Records shown>

-------

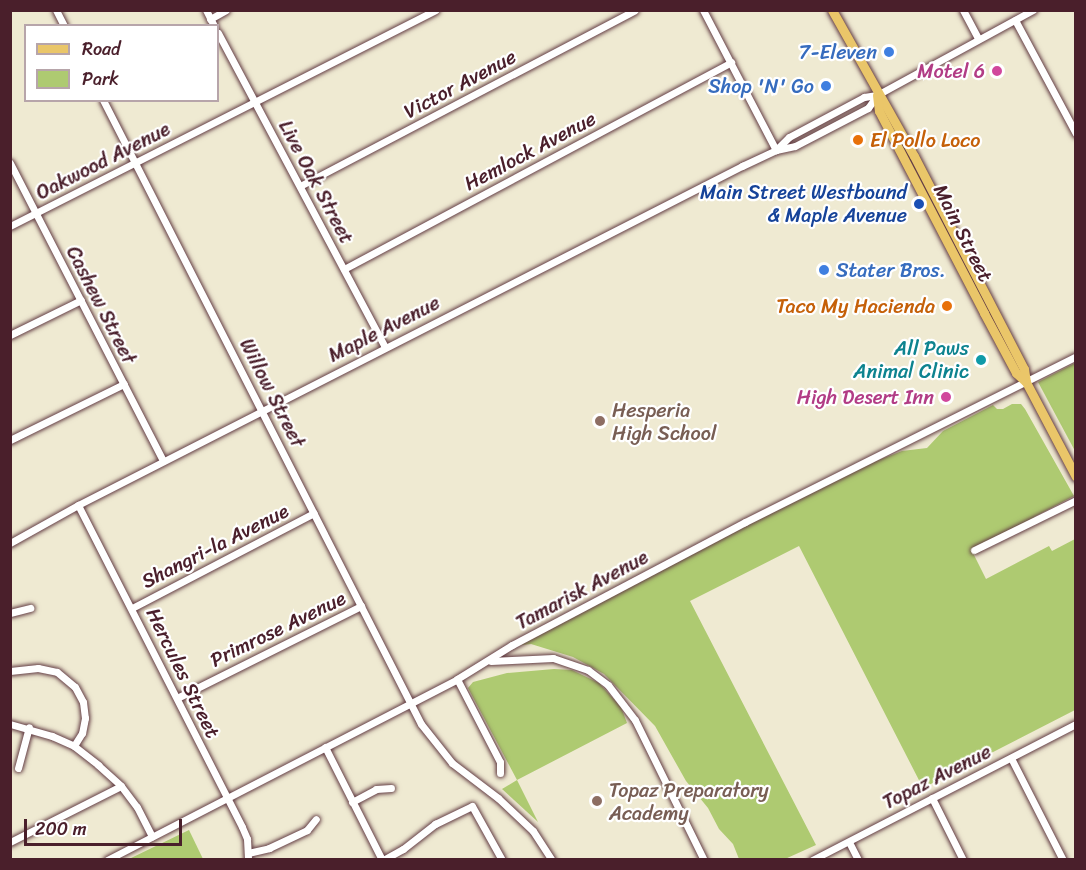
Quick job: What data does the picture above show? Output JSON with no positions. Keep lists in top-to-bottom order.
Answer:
{
  "streets": {
    "main road": ["Main Street"],
    "street": [
      "Victor Avenue",
      "Hemlock Avenue",
      "Oakwood Avenue",
      "Live Oak Street",
      "Cashew Street",
      "Maple Avenue",
      "Willow Street",
      "Shangri-la Avenue",
      "Tamarisk Avenue",
      "Primrose Avenue",
      "Hercules Street",
      "Topaz Avenue"
    ]
  },
  "crossings": [
    ["Victor Avenue", "Live Oak Street"],
    ["Hemlock Avenue", "Live Oak Street"],
    ["Oakwood Avenue", "Live Oak Street"],
    ["Oakwood Avenue", "Cashew Street"],
    ["Oakwood Avenue", "Willow Street"],
    ["Live Oak Street", "Maple Avenue"],
    ["Main Street", "Maple Avenue"],
    ["Main Street", "Tamarisk Avenue"],
    ["Cashew Street", "Maple Avenue"],
    ["Maple Avenue", "Willow Street"],
    ["Maple Avenue", "Hercules Street"],
    ["Willow Street", "Shangri-la Avenue"],
    ["Willow Street", "Tamarisk Avenue"],
    ["Willow Street", "Primrose Avenue"],
    ["Shangri-la Avenue", "Hercules Street"],
    ["Tamarisk Avenue", "Hercules Street"],
    ["Primrose Avenue", "Hercules Street"]
  ],
  "places": [
    "7-Eleven",
    "Motel 6",
    "Shop 'N' Go",
    "El Pollo Loco",
    "Main Street Westbound & Maple Avenue",
    "Stater Bros.",
    "Taco My Hacienda",
    "All Paws Animal Clinic",
    "High Desert Inn",
    "Hesperia High School",
    "Topaz Preparatory Academy"
  ],
  "legend": ["Road", "Park"],
  "scale_bar": "200 m"
}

-------

Required action>
Copy out every entry exactly as written, but not the pictures.

Solution>
Quick job: What data does the picture above show? Output JSON with no positions. Keep lists in top-to-bottom order.
Answer:
{
  "streets": {
    "main road": ["Main Street"],
    "street": [
      "Victor Avenue",
      "Hemlock Avenue",
      "Oakwood Avenue",
      "Live Oak Street",
      "Cashew Street",
      "Maple Avenue",
      "Willow Street",
      "Shangri-la Avenue",
      "Tamarisk Avenue",
      "Primrose Avenue",
      "Hercules Street",
      "Topaz Avenue"
    ]
  },
  "crossings": [
    ["Victor Avenue", "Live Oak Street"],
    ["Hemlock Avenue", "Live Oak Street"],
    ["Oakwood Avenue", "Live Oak Street"],
    ["Oakwood Avenue", "Cashew Street"],
    ["Oakwood Avenue", "Willow Street"],
    ["Live Oak Street", "Maple Avenue"],
    ["Main Street", "Maple Avenue"],
    ["Main Street", "Tamarisk Avenue"],
    ["Cashew Street", "Maple Avenue"],
    ["Maple Avenue", "Willow Street"],
    ["Maple Avenue", "Hercules Street"],
    ["Willow Street", "Shangri-la Avenue"],
    ["Willow Street", "Tamarisk Avenue"],
    ["Willow Street", "Primrose Avenue"],
    ["Shangri-la Avenue", "Hercules Street"],
    ["Tamarisk Avenue", "Hercules Street"],
    ["Primrose Avenue", "Hercules Street"]
  ],
  "places": [
    "7-Eleven",
    "Motel 6",
    "Shop 'N' Go",
    "El Pollo Loco",
    "Main Street Westbound & Maple Avenue",
    "Stater Bros.",
    "Taco My Hacienda",
    "All Paws Animal Clinic",
    "High Desert Inn",
    "Hesperia High School",
    "Topaz Preparatory Academy"
  ],
  "legend": ["Road", "Park"],
  "scale_bar": "200 m"
}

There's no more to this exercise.